Zum Thema Literaturverfilmungen. Am Beispiel von Alexandre Dumas „Graf von Monte Christo.

1 Einleitung

In meiner Arbeit möchte ich über die internationalen Fernsehproduktionen sprechen. Dabei ist zu beachten, dass zumeist für Koproduktionen Literaturverfilmungen ausgewählt werden. Diesem Phänomen möchte ich mit dem Beispiel des „Grafen von Monte Christo“ von Alexandre Dumas nachgehen. Zuvor führe ich noch einige grundsätzliche Ansätze über zwei konkurrenzierende und teilweise bereits kooperierende Branchen an, die Literatur und das Fernsehen.

2 Der Literaturbetrieb in Gesellschaft der Medien

2.1 Die heutige Situation der Literatur

Wir leben in einem Medienzeitalter: Das Fernsehen, das Internet und das Radio dominieren unser Alltagsleben. Das stellt sich automatisch die Frage, welche Rolle denn die Literatur in der heutigen Zeit noch einnimmt. Es ist nicht zu übersehen, dass die Literatur nicht mehr den Stellenwert hat, wie noch vor Erfindung des Fernsehens. Dies ist dem Literaturbetrieb in den letzten Jahren auch selbst bewusst geworden. Er hat eingesehen, dass er andere Medien nicht mehr ignorieren darf. Die Literaturbranche muss neue von Medien geprägte Darstellungsformen für sich in Anspruch nehmen sonst würde es negative Folgen haben – Literatur könnte unerheblich, ins „Vergessen“ geraten. Ein gesundes Mittelmaß ist anzustreben.

2.2 Literatur geht eine Allianz mit den Medien ein

Literatur soll sich also durchaus der „anderen Technik“ bewusst sein und diese auch zum Bestandteil ihrer Arbeit machen. Nur dann kann eine Ko-Existenz auf Dauer

gesichert werden und beide kulturellen Produzenten Nutzen ziehen. Marshall McLuhan meint dazu, der Film rücke die ihm historisch vorangehenden Medien (Theater und Literatur) neu in den Blick, er lasse sie in ihrer kulturellen Funktion und medialen Breitenwirkung erst recht erkennbar werden.

2.3 Probleme einer „Zweckehe“

Doch die Kehrseite einer Allianz zwischen Literatur und Fernsehen oder Film ist die Gefahr, sich selbst aufzugeben. Literatur sollte sich nicht einem völligen Diktat der Medien unterliegen. Der Autor soll nicht durch einen Medienproduzenten ersetzt werden.

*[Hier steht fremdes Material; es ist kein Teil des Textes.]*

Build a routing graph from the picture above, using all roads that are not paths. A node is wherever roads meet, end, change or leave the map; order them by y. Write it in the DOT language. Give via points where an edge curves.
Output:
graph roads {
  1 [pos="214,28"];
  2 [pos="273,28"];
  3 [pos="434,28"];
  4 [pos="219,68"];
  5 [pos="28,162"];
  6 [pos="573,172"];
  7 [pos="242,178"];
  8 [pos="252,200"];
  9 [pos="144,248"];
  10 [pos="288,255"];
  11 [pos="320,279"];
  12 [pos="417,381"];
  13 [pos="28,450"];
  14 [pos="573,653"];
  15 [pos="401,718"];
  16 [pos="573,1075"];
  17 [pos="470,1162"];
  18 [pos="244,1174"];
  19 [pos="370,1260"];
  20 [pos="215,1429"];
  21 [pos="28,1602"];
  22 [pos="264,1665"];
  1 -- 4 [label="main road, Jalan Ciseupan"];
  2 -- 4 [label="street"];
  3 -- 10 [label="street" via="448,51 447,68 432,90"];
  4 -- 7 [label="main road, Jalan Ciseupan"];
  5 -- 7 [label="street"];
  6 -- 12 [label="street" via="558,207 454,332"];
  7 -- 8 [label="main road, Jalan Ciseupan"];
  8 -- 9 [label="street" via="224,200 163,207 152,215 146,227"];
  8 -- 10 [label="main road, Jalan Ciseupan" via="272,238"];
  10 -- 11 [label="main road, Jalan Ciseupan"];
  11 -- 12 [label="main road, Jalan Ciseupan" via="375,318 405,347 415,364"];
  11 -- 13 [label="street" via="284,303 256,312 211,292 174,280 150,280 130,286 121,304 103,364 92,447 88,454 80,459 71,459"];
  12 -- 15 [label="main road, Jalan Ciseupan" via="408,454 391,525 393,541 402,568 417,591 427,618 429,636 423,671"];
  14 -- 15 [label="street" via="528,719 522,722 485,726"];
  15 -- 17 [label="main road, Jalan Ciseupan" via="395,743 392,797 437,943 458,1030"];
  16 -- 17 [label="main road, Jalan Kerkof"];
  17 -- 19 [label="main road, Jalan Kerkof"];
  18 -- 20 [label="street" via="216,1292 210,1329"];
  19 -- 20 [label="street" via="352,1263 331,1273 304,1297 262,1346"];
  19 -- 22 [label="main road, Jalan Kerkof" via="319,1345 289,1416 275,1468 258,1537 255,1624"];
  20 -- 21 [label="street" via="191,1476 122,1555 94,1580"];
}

2.4 „Unterhaltsame Literatur“

Die Literatur sieht sich manchmal in die Situation gedrängt, sich selbst zu vermarkten, obwohl sie auf der anderen Seite den Charme des elitären, intellektuellen Mediums vertreten soll. Wie also soll sie das verbinden? Falls sich der Stil eines Buches als hochkomplex erweist, wird es wohl kaum eine Möglichkeit Partner in den neuen Medien zu finden, die dieses „harte Stück Arbeit“ dem durchschnittlichen Publikum näher bringen wollen. Wieweit die Erlebniskultur gehen soll ist bis dato noch ungeklärt. Tatsache ist, dass die neuen Medien immer mehr auf die Literatur abfärben und sich der Stil und zumeist auch das Niveau der verfassten Werke in Richtung Unterhaltungsbelletristik verschieben.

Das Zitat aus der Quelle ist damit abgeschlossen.